Understanding and Mitigating Human-Labelling Errors in Supervised Contrastive Learning
Zijun Long, Lipeng Zhuang, George Killick, Richard McCreadie, Gerardo Aragon Camarasa, Paul Henderson
TL;DR
The paper investigates how human-labelling errors uniquely affect supervised contrastive learning (SCL) and shows that most incorrect learning signals arise from false positives due to high visual similarity. It introduces SCL-RHE, a robust SCL objective that down-weights easy positives and uses positive-unlabeled inspired sampling to emphasize latent-class-consistent positives while mitigating negative mislabels, all without extra computational overhead. Empirical results across scratch and transfer-learning scenarios on benchmarks like CIFAR and ImageNet-1K demonstrate that SCL-RHE achieves state-of-the-art accuracy and robustness to realistic labeling noise, even when test labels are corrected. Overall, the work provides a practical and efficient solution for robust representation learning under real-world human-labelling noise with broad applicability to vision tasks.
Abstract
Human-annotated vision datasets inevitably contain a fraction of human mislabelled examples. While the detrimental effects of such mislabelling on supervised learning are well-researched, their influence on Supervised Contrastive Learning (SCL) remains largely unexplored. In this paper, we show that human-labelling errors not only differ significantly from synthetic label errors, but also pose unique challenges in SCL, different to those in traditional supervised learning methods. Specifically, our results indicate they adversely impact the learning process in the ~99% of cases when they occur as false positive samples. Existing noise-mitigating methods primarily focus on synthetic label errors and tackle the unrealistic setting of very high synthetic noise rates (40-80%), but they often underperform on common image datasets due to overfitting.
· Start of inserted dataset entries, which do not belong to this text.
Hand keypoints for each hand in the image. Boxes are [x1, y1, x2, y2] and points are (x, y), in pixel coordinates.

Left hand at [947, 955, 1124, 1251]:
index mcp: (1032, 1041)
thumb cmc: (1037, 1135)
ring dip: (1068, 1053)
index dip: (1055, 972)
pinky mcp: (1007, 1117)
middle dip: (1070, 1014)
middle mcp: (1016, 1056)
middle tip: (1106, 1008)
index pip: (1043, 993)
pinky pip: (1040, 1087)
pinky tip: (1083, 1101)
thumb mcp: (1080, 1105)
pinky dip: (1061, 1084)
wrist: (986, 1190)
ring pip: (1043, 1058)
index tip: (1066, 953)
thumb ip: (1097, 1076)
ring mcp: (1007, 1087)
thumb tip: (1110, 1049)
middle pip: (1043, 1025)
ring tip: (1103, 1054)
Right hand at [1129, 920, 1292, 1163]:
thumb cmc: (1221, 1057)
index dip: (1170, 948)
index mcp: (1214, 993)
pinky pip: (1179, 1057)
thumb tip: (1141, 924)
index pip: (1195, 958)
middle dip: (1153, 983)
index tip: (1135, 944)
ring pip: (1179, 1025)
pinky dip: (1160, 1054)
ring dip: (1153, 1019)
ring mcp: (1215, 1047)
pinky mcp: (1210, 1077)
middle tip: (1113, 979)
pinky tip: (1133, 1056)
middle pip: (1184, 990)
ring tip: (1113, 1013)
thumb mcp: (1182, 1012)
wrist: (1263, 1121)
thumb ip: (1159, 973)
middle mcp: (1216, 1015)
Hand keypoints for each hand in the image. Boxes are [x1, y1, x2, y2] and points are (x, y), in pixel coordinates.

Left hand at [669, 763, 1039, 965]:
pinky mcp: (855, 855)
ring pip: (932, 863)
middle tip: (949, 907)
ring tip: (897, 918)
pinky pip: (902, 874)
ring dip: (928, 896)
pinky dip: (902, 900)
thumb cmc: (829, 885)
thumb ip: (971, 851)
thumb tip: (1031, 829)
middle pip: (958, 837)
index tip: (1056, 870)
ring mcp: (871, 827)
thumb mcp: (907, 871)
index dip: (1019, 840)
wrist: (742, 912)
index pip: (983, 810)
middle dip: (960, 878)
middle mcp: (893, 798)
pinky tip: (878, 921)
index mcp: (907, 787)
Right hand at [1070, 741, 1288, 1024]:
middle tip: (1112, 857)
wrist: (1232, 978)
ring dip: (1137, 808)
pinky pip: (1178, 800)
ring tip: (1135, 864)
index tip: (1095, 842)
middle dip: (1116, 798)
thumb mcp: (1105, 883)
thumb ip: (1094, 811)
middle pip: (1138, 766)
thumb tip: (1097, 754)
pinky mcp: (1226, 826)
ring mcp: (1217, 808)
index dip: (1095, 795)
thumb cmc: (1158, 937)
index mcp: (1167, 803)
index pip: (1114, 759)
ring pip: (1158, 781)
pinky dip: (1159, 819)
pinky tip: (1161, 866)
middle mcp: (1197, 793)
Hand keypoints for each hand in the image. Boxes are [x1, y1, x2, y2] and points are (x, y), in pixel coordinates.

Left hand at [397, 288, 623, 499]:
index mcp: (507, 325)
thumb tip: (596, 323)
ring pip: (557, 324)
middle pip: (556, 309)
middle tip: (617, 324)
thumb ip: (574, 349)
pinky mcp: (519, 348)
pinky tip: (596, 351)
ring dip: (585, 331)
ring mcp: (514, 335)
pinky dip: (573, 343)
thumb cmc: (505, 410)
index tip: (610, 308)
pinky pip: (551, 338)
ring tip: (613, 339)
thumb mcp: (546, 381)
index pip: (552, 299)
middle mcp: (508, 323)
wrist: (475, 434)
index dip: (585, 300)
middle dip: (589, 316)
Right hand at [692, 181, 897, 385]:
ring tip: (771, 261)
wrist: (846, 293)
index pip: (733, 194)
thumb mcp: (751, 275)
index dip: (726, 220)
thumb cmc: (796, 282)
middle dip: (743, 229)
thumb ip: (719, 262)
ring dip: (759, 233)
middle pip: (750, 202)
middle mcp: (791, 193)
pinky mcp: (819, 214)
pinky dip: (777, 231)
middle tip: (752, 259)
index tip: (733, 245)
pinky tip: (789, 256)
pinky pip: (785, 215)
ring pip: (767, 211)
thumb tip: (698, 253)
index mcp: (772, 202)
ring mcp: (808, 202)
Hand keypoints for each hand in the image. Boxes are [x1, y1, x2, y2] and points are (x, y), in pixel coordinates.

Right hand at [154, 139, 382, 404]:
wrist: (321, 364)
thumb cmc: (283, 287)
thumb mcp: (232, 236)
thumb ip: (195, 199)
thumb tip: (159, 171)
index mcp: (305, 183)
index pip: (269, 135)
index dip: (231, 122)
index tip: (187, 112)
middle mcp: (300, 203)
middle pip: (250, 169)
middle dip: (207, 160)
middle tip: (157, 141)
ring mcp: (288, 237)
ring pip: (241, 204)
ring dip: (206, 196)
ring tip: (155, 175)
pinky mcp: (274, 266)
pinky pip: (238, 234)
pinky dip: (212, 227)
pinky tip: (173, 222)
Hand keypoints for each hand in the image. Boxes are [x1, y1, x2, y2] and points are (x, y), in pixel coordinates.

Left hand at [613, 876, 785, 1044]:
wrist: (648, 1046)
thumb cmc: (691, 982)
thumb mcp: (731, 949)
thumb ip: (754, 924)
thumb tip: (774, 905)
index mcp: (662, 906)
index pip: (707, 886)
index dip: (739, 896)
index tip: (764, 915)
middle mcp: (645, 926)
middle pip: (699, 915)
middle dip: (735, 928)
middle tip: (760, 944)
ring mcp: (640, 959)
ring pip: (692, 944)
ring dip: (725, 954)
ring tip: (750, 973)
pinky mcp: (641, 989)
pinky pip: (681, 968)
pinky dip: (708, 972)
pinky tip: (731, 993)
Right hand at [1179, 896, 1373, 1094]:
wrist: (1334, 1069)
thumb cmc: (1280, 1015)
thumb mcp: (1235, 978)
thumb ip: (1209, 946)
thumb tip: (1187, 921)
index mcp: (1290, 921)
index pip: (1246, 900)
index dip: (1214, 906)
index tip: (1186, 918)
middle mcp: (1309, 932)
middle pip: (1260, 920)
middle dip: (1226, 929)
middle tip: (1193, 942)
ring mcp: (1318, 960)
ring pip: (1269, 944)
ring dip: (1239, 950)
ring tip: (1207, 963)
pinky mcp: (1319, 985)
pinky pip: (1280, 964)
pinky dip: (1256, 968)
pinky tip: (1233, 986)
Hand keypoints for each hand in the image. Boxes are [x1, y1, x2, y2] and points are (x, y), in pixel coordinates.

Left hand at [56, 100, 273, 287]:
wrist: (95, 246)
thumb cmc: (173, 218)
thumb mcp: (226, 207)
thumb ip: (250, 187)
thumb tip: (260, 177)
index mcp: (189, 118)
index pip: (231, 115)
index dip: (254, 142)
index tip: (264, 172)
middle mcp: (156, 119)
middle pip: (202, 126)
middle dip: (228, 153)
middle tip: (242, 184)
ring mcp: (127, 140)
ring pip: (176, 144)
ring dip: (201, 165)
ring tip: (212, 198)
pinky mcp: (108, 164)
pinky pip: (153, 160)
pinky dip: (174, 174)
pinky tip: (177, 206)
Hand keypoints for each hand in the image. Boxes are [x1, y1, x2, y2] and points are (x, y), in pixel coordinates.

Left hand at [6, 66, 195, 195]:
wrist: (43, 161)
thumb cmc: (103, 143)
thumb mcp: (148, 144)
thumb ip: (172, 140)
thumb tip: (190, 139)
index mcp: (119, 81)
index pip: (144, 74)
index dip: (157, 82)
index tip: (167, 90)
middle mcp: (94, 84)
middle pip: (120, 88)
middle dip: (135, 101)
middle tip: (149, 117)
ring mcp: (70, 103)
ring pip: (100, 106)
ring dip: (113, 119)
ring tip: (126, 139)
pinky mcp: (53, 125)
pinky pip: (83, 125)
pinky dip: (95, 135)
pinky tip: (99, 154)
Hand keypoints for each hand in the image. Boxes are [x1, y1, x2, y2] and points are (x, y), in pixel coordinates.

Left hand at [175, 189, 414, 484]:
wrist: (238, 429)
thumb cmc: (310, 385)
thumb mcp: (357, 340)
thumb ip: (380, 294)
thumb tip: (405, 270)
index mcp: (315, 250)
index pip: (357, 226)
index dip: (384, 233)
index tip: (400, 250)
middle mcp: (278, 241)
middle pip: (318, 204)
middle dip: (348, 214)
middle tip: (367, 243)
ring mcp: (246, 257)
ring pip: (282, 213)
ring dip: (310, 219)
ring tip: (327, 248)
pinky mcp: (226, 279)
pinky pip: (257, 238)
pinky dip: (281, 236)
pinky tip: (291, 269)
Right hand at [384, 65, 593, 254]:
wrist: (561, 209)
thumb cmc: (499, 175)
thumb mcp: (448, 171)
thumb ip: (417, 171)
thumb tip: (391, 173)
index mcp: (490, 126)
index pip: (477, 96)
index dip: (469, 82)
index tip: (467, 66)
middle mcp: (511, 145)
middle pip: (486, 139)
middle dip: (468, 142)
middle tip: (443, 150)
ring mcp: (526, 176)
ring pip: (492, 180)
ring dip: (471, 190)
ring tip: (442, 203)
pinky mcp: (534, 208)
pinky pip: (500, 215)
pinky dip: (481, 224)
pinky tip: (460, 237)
To address this issue, we introduce a novel SCL objective with robustness to human-labelling errors, SCL-RHE. SCL-RHE is designed to mitigate the effects of real-world mislabelled examples, typically characterized by much lower noise rates (<5%). We demonstrate that SCL-RHE consistently outperforms state-of-the-art representation learning and noise-mitigating methods across various vision benchmarks, by offering improved resilience against human-labelling errors.